[[ Exercise data, beginning ]]

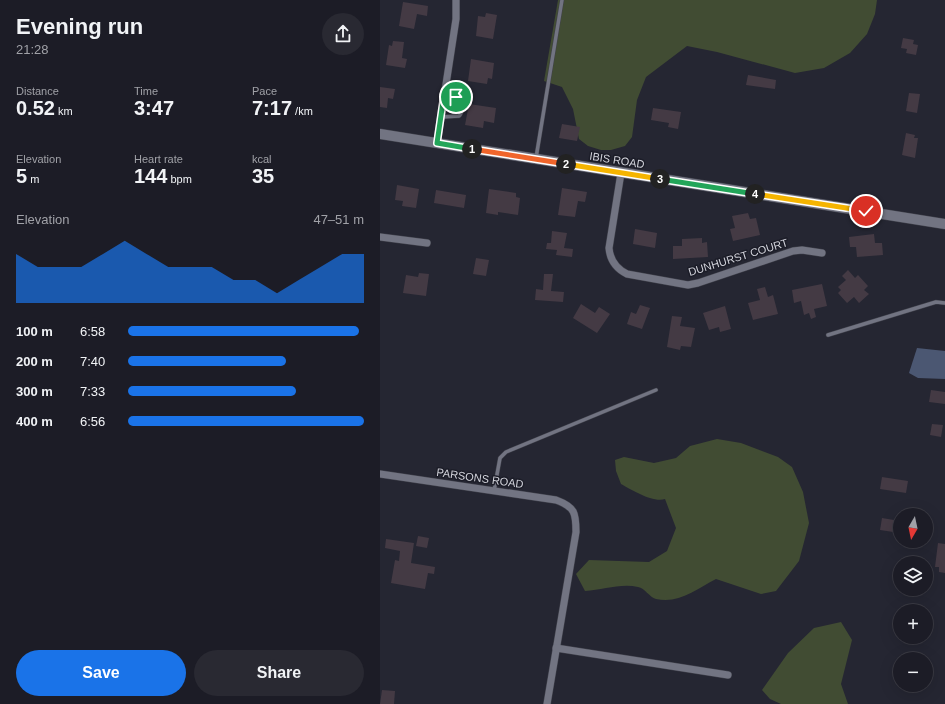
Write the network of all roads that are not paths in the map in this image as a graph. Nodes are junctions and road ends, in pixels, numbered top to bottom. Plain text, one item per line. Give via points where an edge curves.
1 (456, 0) edge
2 (562, 0) edge
3 (444, 95) junction
4 (441, 117) junction
5 (380, 134) edge
6 (437, 143) junction
7 (536, 159) junction
8 (621, 173) junction
9 (945, 224) edge
10 (380, 237) edge
11 (426, 243) dead end
12 (822, 252) dead end
13 (945, 303) edge
14 (828, 335) dead end
15 (656, 390) dead end
16 (380, 474) edge
17 (494, 491) junction
18 (556, 648) junction
19 (728, 675) dead end
20 (547, 704) edge

1 - 3 street via 456,19
2 - 7 lane
3 - 4 street
3 - 4 lane via 461,100 462,111 459,116
4 - 6 street
5 - 6 street, IBIS ROAD
6 - 7 street, IBIS ROAD
7 - 8 street, IBIS ROAD
8 - 9 street, IBIS ROAD
8 - 12 street, DUNHURST COURT via 609,248 616,266 627,274 688,285 793,251
10 - 11 street
13 - 14 lane via 936,302
15 - 17 lane via 506,452 500,458
16 - 17 street, PARSONS ROAD
17 - 18 street, PARSONS ROAD via 556,500 573,510 576,532
18 - 19 street
18 - 20 street

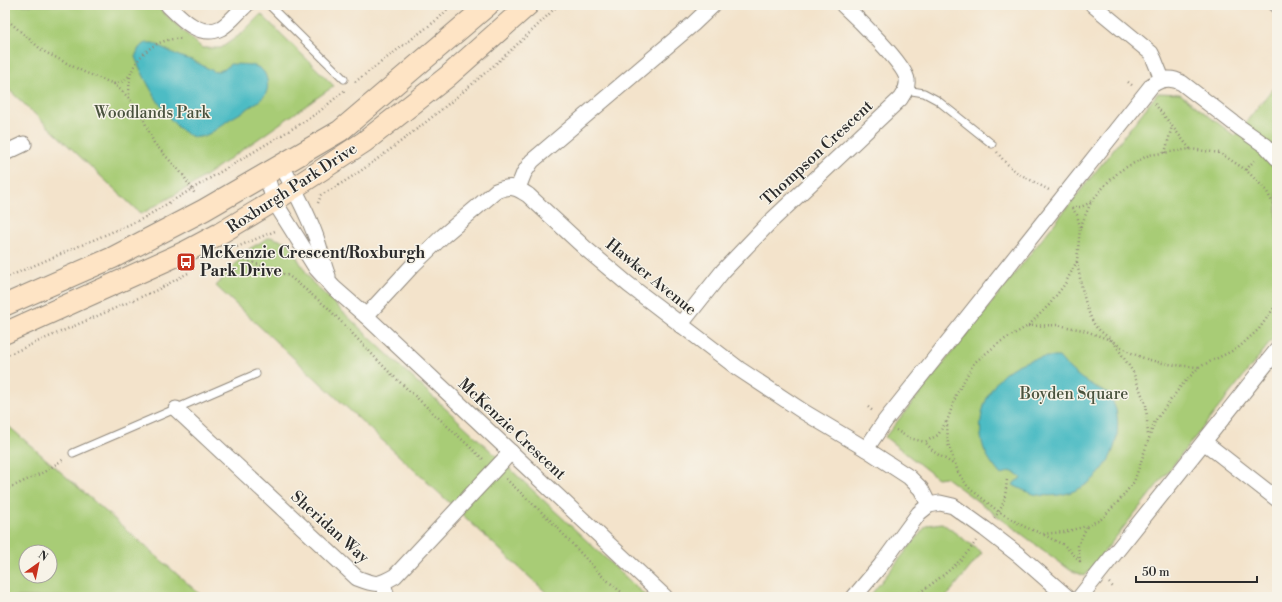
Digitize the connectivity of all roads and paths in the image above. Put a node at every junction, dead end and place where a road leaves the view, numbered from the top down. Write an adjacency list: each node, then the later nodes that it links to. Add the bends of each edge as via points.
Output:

[[ Exercise data, end ]]

Quote the records in full and exactly; skip any image.

§ Task solution
Write the network of all roads that are not paths in the map in this image as a graph. Nodes are junctions and road ends, in pixels, numbered top to bottom. Plain text, one item per line. Give via points where an edge curves.
1 (456, 0) edge
2 (562, 0) edge
3 (444, 95) junction
4 (441, 117) junction
5 (380, 134) edge
6 (437, 143) junction
7 (536, 159) junction
8 (621, 173) junction
9 (945, 224) edge
10 (380, 237) edge
11 (426, 243) dead end
12 (822, 252) dead end
13 (945, 303) edge
14 (828, 335) dead end
15 (656, 390) dead end
16 (380, 474) edge
17 (494, 491) junction
18 (556, 648) junction
19 (728, 675) dead end
20 (547, 704) edge

1 - 3 street via 456,19
2 - 7 lane
3 - 4 street
3 - 4 lane via 461,100 462,111 459,116
4 - 6 street
5 - 6 street, IBIS ROAD
6 - 7 street, IBIS ROAD
7 - 8 street, IBIS ROAD
8 - 9 street, IBIS ROAD
8 - 12 street, DUNHURST COURT via 609,248 616,266 627,274 688,285 793,251
10 - 11 street
13 - 14 lane via 936,302
15 - 17 lane via 506,452 500,458
16 - 17 street, PARSONS ROAD
17 - 18 street, PARSONS ROAD via 556,500 573,510 576,532
18 - 19 street
18 - 20 street

Digitize the connectivity of all roads and paths in the image above. Put a node at every junction, dead end and place where a road leaves the view, numbered from the top down. Write an adjacency list: each node, then the later nodes that it links to. Add the bends of each edge as via points.
Output:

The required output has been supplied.